== Stored data entries ==
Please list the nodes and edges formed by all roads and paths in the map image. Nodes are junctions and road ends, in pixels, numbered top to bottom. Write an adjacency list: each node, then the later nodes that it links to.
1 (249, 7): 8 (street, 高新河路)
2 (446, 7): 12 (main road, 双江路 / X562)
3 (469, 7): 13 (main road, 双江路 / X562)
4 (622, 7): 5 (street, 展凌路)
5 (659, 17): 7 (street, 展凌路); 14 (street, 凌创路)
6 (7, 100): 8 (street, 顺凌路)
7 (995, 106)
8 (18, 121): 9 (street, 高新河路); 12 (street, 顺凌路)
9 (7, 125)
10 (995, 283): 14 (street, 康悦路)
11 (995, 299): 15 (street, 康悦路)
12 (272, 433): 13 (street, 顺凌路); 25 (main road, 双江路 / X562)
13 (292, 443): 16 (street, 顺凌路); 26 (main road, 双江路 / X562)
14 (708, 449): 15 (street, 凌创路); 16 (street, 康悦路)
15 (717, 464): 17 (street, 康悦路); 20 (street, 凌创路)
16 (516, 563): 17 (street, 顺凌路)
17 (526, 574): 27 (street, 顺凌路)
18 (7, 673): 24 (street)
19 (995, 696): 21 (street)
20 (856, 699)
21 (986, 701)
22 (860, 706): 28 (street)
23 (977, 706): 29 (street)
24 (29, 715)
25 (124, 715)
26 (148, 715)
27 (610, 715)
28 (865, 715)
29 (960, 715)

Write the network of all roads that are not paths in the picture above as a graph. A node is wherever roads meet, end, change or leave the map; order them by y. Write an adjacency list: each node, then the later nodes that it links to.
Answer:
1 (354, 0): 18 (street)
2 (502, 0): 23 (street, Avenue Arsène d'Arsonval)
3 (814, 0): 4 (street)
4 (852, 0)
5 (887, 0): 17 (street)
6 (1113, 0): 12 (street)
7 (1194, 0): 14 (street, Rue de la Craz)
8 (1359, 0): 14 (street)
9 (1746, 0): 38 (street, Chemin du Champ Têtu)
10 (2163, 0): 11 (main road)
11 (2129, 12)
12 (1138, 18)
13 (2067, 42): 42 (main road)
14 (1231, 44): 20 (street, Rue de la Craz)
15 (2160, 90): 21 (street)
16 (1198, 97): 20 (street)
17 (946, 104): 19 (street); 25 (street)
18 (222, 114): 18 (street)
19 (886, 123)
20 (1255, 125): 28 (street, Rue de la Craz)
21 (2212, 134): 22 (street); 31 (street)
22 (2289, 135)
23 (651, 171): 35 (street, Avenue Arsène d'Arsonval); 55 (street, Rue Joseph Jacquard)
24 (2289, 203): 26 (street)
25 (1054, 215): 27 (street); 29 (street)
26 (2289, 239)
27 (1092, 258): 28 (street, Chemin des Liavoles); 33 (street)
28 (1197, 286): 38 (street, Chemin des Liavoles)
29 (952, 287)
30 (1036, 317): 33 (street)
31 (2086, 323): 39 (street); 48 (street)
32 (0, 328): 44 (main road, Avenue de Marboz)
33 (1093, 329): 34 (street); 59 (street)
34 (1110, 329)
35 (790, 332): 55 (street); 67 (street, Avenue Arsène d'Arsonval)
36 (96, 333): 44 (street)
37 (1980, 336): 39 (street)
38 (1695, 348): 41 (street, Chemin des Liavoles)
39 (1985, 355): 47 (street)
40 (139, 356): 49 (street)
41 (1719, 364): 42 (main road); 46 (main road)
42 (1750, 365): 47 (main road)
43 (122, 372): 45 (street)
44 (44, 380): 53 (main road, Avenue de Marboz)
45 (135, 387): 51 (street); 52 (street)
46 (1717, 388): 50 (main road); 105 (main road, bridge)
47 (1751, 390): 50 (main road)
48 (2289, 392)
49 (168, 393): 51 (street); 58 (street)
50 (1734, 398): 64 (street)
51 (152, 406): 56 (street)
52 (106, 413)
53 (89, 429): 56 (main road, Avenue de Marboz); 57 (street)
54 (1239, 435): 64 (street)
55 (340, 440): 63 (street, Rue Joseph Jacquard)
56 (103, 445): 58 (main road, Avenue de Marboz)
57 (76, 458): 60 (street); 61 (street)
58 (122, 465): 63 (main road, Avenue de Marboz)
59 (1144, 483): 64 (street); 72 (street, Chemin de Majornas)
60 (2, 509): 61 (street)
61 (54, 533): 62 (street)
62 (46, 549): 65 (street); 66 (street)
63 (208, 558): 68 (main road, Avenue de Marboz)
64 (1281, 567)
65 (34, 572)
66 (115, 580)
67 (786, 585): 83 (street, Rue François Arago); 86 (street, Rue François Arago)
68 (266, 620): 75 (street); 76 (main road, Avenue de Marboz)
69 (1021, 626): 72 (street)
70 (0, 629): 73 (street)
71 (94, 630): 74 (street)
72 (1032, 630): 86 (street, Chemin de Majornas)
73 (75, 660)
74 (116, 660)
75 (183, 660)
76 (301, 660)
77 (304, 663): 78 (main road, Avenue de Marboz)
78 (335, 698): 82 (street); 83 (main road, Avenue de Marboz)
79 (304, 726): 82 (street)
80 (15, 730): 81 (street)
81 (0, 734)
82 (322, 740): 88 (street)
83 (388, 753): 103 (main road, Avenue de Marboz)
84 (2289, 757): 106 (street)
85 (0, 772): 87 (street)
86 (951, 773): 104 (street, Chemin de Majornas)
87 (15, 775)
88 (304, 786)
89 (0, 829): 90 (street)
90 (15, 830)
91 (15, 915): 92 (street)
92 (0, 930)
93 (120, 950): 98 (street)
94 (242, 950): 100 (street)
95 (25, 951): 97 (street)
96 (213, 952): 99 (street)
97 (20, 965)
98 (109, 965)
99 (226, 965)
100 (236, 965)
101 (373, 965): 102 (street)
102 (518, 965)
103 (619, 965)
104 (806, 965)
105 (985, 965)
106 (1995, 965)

== Work to be completed ==
Work out how many lines above contain "Liavoles", then write only that number.

== Answer to this exercise ==
3